● **Work task**:
Your answer must be an exact copy of the records below, with no pictures in it.

● **Data for this exercise**:

"""

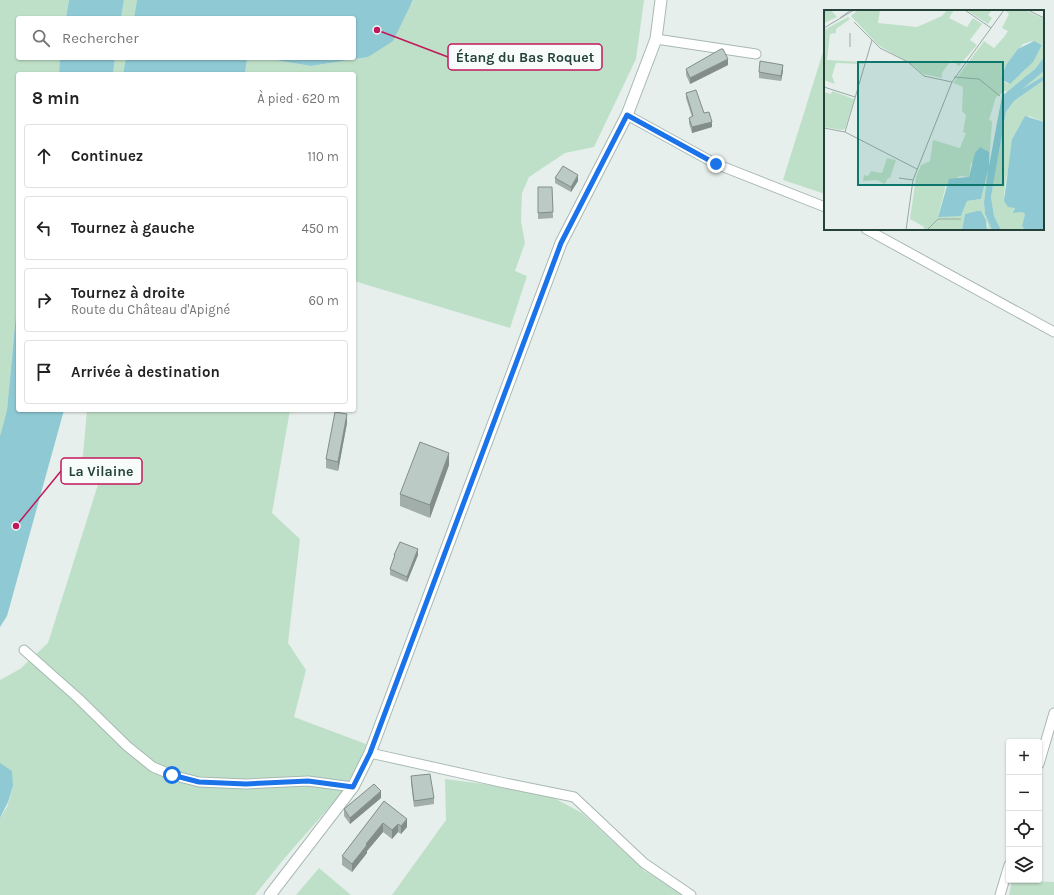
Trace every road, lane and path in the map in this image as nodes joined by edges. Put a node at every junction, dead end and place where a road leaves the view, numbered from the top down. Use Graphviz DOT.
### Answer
graph roads {
  1 [pos="661,0"];
  2 [pos="656,39"];
  3 [pos="756,54"];
  4 [pos="627,115"];
  5 [pos="824,206"];
  6 [pos="868,230"];
  7 [pos="1054,332"];
  8 [pos="24,650"];
  9 [pos="1054,713"];
  10 [pos="370,753"];
  11 [pos="1042,754"];
  12 [pos="353,787"];
  13 [pos="1006,875"];
  14 [pos="270,895"];
  15 [pos="692,895"];
  16 [pos="1000,895"];
  1 -- 2 [label="street"];
  2 -- 3 [label="street"];
  2 -- 4 [label="street"];
  4 -- 5 [label="street"];
  4 -- 10 [label="street"];
  6 -- 7 [label="street"];
  8 -- 12 [label="street"];
  9 -- 11 [label="street"];
  10 -- 12 [label="street"];
  10 -- 15 [label="street"];
  12 -- 14 [label="street"];
  13 -- 16 [label="street"];
}
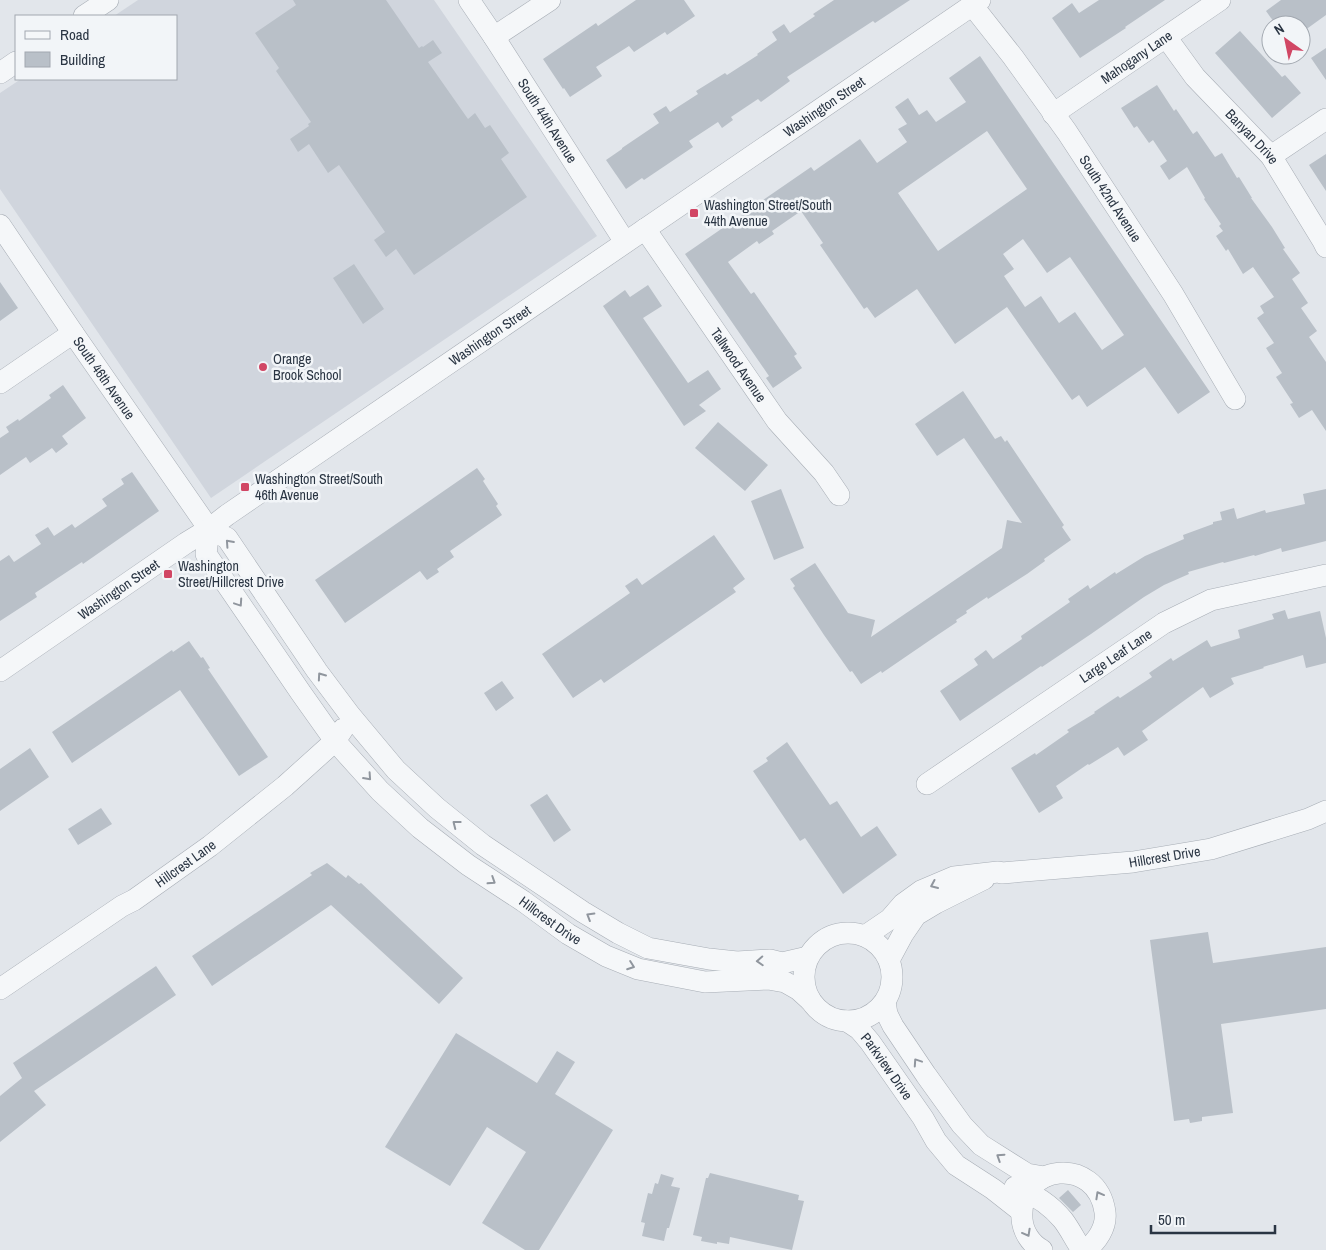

"""

● **Your solution**:
Trace every road, lane and path in the map in this image as nodes joined by edges. Put a node at every junction, dead end and place where a road leaves the view, numbered from the top down. Use Graphviz DOT.
### Answer
graph roads {
  1 [pos="661,0"];
  2 [pos="656,39"];
  3 [pos="756,54"];
  4 [pos="627,115"];
  5 [pos="824,206"];
  6 [pos="868,230"];
  7 [pos="1054,332"];
  8 [pos="24,650"];
  9 [pos="1054,713"];
  10 [pos="370,753"];
  11 [pos="1042,754"];
  12 [pos="353,787"];
  13 [pos="1006,875"];
  14 [pos="270,895"];
  15 [pos="692,895"];
  16 [pos="1000,895"];
  1 -- 2 [label="street"];
  2 -- 3 [label="street"];
  2 -- 4 [label="street"];
  4 -- 5 [label="street"];
  4 -- 10 [label="street"];
  6 -- 7 [label="street"];
  8 -- 12 [label="street"];
  9 -- 11 [label="street"];
  10 -- 12 [label="street"];
  10 -- 15 [label="street"];
  12 -- 14 [label="street"];
  13 -- 16 [label="street"];
}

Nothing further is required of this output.